Actor for extracting data about hotels from Booking.com

Primary LanguageJavaScriptApache License 2.0Apache-2.0

What does Booking Scraper do?

Our free Booking Scraper allows you to scrape hotel data from Booking.com, one of the best-known platforms for hotels, apartments, resorts, villas, and other types of accommodation worldwide.

Our Booking.com scraper is capable of extracting data such as:

  • Hotel names and locations

  • Availability

  • Check-in and check-out times

  • Room types

  • Prices

  • Reviews

  • Conditions

  • Promotions

The Booking.com API interface is quite user-friendly, but getting that data in machine-processable format is no easy task. Booking places a lot of restrictions on how data can be collected from its listings, one of them being that it will only display a maximum of 1,000 results for any given search.
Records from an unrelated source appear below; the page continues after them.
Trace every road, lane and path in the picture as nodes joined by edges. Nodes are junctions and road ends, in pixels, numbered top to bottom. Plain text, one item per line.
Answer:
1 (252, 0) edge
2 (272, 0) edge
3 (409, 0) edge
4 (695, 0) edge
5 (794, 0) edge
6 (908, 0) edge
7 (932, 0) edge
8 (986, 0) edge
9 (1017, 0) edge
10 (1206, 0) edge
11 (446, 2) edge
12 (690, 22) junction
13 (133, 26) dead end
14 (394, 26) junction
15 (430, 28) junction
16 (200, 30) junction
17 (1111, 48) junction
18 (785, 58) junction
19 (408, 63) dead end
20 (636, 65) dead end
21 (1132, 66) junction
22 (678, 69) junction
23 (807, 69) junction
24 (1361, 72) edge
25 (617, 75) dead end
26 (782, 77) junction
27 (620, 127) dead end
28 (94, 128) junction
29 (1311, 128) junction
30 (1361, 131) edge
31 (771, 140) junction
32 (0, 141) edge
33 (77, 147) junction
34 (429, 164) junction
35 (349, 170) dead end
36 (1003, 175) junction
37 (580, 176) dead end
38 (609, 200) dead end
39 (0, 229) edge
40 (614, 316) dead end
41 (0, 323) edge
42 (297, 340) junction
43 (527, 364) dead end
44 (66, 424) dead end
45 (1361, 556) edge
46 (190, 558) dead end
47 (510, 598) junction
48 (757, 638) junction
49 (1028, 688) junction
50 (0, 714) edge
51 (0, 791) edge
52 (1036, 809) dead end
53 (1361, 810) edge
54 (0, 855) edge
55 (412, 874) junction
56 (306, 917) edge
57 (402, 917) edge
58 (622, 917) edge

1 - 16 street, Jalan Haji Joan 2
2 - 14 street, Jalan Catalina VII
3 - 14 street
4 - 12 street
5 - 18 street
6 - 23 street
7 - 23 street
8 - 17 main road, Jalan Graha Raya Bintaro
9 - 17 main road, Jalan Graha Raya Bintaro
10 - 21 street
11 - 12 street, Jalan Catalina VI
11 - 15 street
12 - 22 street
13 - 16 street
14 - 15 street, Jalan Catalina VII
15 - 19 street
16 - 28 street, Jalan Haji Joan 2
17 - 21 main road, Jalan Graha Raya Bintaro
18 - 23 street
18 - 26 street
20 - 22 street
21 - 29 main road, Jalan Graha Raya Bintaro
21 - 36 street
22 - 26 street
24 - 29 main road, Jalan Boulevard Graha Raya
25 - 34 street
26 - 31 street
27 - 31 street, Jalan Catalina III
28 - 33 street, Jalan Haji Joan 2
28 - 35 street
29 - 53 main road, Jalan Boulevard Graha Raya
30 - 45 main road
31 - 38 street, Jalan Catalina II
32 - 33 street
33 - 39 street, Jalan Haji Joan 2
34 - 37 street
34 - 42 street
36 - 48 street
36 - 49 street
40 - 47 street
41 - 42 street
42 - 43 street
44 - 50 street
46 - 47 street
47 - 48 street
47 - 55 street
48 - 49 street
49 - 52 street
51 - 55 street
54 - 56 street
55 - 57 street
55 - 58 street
Apify's Booking Scraper doesn't impose any limitations on your results, so you can extract data from Booking at scale.

How much will it cost to use scrape Booking.com?

  • 1 compute unit for 1,000 results with no details
  • 10 compute units for 1,000 results with detailed information

That means that Booking Scraper will cost you $0.25-2.50 for 1,000 results, depending on how much detailed data you need to collect.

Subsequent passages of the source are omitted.